L’Organisation Guinéenne de Défense des Droits de l’Homme et du Citoyen (OGDH) a animé, ce samedi 28 septembre 2026 une conférence de presse consacrée au thème : « Le renforcement de l’accès à la justice des personnes les plus vulnérables en République de Guinée ». Une rencontre au cours de laquelle l’organisation a dressé un diagnostic du système judiciaire guinéen, tout en mettant en avant les initiatives engagées pour corriger ces insuffisances.
Prenant la parole, le président de l’OGDH, Me Alpha Amadou DS Bah, avocat au barreau de Guinée, a souligné l’ampleur des obstacles entravant l’accès à la justice : « En réalité, l’accès à la justice est un défi majeur dans notre pays, puisque les obstacles, que ce soit économiques et financiers, obstacles sociaux, culturels, constituent en réalité des freins graves pour l’accès de certaines personnes à la justice », a-t-il affirmé.
Pour l’avocat, cette situation est d’autant plus préoccupante que le droit à la justice est fondamental : « Or, le droit à la justice est un droit fondamental, qui est non seulement consacré par notre Constitution, mais également notre Code de procédure pénale, mais aussi des textes régionaux et sous-régionaux », a-t-il rappelé.
Me Bah a particulièrement mis en lumière la situation des personnes vulnérables, souvent privées d’assistance juridique faute de moyens : « Le fait que des personnes soient vulnérables parce qu’elles n’ont pas les moyens économiques ne peut pas s’offrir le service d’un avocat », a-t-il déploré.
Parmi les dérives relevées, la détention préventive prolongée occupe une place centrale : « Nous avons le recours systématique à la détention préventive des personnes qui auraient dû être en liberté en attendant leur procès se retrouvent de façon systématique en détention », a-t-il dénoncé.
S’appuyant sur une étude de 2016, il a ajouté : « des personnes peuvent rester de 8 à 13 ans en détention préventive.
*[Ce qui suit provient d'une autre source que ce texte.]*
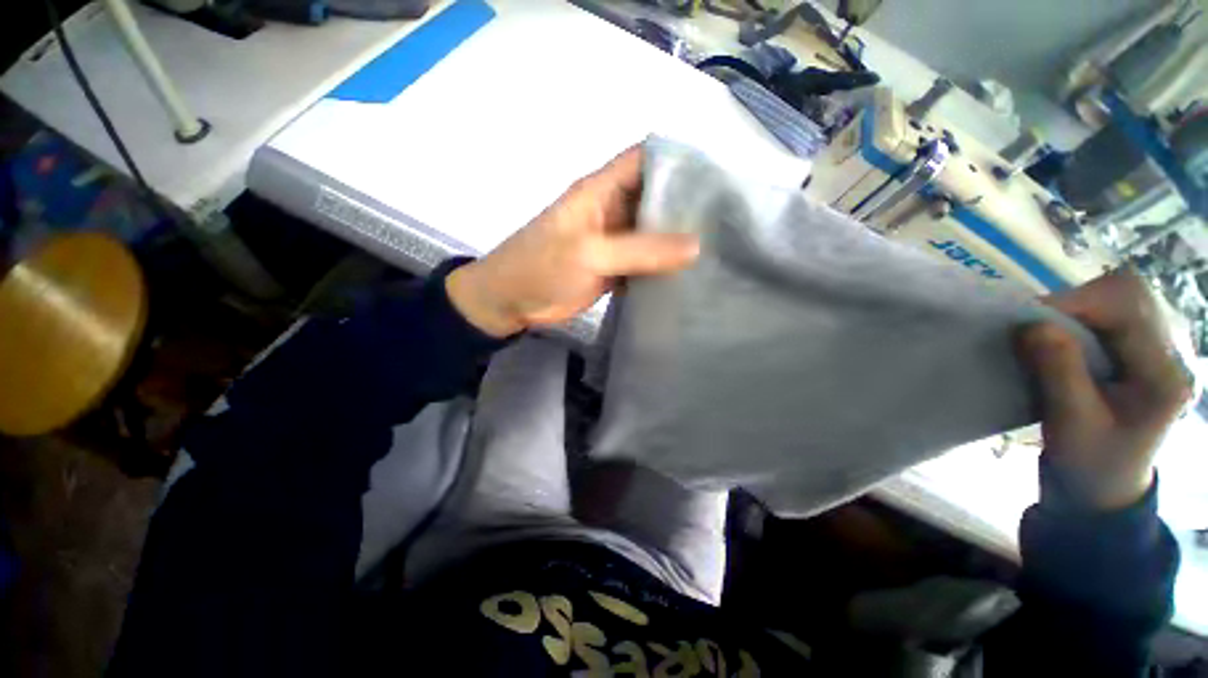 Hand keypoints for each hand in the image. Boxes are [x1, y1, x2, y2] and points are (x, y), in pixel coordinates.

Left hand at [446, 146, 699, 337]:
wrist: (513, 302)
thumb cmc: (541, 266)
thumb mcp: (589, 252)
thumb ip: (640, 249)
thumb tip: (696, 245)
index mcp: (602, 190)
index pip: (645, 159)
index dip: (679, 159)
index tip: (718, 175)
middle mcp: (613, 210)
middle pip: (656, 196)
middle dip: (687, 203)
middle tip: (727, 217)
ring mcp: (615, 241)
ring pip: (654, 231)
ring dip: (678, 238)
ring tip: (719, 245)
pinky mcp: (615, 267)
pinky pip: (646, 261)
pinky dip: (665, 265)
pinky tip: (691, 273)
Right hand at [1018, 270, 1193, 509]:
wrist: (1102, 488)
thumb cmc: (1089, 462)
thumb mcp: (1071, 422)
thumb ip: (1058, 370)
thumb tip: (1031, 323)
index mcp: (1162, 375)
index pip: (1128, 308)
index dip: (1077, 303)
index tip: (1031, 319)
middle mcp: (1167, 354)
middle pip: (1130, 293)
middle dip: (1078, 300)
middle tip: (1039, 323)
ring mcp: (1155, 352)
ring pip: (1120, 299)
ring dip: (1077, 307)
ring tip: (1047, 331)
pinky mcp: (1138, 354)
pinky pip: (1111, 315)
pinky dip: (1080, 317)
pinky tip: (1061, 337)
Ça, c’est extrêmement grave ». Une situation qui, selon lui, viole le principe du procès équitable dans un délai raisonnable.
Autre point, la mise en œuvre de l’aide juridictionnelle. Bien qu’une loi ait été adoptée en 2022 pour permettre aux personnes indigentes de bénéficier d’un avocat, son application reste limitée : « La mise en œuvre de cette loi pose énormément de problèmes. J’ai reçu une correspondance d’un juge d’instruction me demandant de désigner un avocat voyez-vous jusqu’où ce dysfonctionnement peut empêcher que des personnes aient accès à la justice », a-t-il expliqué.
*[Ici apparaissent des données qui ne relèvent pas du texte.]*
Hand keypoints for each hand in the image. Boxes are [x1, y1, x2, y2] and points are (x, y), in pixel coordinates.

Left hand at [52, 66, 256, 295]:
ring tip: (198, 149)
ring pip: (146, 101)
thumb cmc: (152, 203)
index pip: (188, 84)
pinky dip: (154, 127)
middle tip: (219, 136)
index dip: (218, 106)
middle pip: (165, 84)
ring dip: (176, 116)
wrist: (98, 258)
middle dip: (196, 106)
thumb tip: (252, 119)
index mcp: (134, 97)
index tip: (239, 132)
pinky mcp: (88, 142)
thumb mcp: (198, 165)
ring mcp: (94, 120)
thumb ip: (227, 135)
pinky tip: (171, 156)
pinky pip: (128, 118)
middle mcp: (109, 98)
Face à ces défis, l’OGDH a mis en place un projet visant à renforcer l’accès à la justice des plus vulnérables.
Lancé le 22 septembre 2025 pour une durée de sept mois, ce programme repose sur deux axes : « un volet accompagnement judiciaire et un second volet sur l’étude afin de formuler des recommandations fortes ».
Dans sa phase opérationnelle, le projet couvre plusieurs juridictions, notamment à Conakry (Kaloum, Mafanco, Dixinn) ainsi que dans les villes de Kindia et Labé. « Ce projet concerne un total de 30 dossiers criminels puisque tant qu’il n’y a pas un avocat pour assister une personne en détention préventive, il est impossible de tenir le procès », a précisé Me Bah.
Cependant, la mise en œuvre du programme se heurte à des contraintes structurelles, notamment le manque de magistrats. « À Kindia, il n’existe qu’un seul procureur c’est extrêmement grave », a-t-il alerté, appelant directement le garde des Sceaux à agir sur cette problématique.
Le dispositif mis en place par l’OGDH repose sur un travail de terrain rigoureux : « C’est le travail des juristes d’aller dans les maisons d’arrêt, de rechercher les personnes qui désirent le service d’un avocat et qui n’ont pas les moyens », a-t-il expliqué.
Au terme de près de sept mois d’activités, les résultats sont jugés encourageants : « Pour les dossiers criminels, nous avons déjà obtenu 27 dossiers qui ont été jugés la plupart des personnes ont été libérées », a annoncé Me Bah, précisant qu’un total de 47 détenus a bénéficié de l’accompagnement de l’organisation.